— Task requirements —
Copy out all lines from the entries below in which "pinky" occurs.

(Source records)
━━━
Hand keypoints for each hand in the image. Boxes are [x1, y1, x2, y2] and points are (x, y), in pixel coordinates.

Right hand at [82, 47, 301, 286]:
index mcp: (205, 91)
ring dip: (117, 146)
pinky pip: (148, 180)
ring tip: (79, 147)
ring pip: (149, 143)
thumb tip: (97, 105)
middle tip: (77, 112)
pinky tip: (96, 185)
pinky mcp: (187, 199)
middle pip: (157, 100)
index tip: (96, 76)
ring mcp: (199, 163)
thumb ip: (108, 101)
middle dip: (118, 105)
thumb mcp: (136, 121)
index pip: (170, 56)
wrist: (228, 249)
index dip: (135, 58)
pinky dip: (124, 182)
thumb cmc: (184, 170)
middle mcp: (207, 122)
━━━
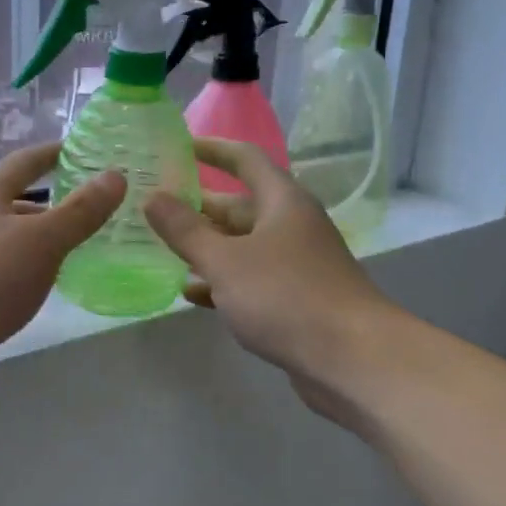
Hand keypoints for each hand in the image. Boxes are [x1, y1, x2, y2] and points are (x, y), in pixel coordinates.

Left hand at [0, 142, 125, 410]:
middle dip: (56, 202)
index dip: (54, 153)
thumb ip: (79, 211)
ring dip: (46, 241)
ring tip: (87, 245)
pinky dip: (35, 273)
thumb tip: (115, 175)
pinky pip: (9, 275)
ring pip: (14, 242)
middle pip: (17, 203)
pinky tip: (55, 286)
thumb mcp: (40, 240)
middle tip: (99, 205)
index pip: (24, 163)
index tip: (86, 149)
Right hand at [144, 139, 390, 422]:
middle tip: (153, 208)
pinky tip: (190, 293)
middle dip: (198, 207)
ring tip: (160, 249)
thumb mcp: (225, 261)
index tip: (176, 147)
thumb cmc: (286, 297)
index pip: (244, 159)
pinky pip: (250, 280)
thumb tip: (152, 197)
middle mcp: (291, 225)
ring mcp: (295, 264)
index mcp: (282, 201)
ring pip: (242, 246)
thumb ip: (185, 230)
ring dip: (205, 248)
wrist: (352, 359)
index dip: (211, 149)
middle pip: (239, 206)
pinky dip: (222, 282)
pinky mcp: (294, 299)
━━━
— Reply to the task —
pinky pip: (148, 180)
pinky tip: (96, 185)
pinky mcp: (187, 199)
pinky dip: (124, 182)
pinky dip: (35, 273)
pinky pip: (9, 275)
pinky tip: (55, 286)
pinky tip: (190, 293)
pinky pip: (250, 280)
pinky dip: (222, 282)
pinky mcp: (294, 299)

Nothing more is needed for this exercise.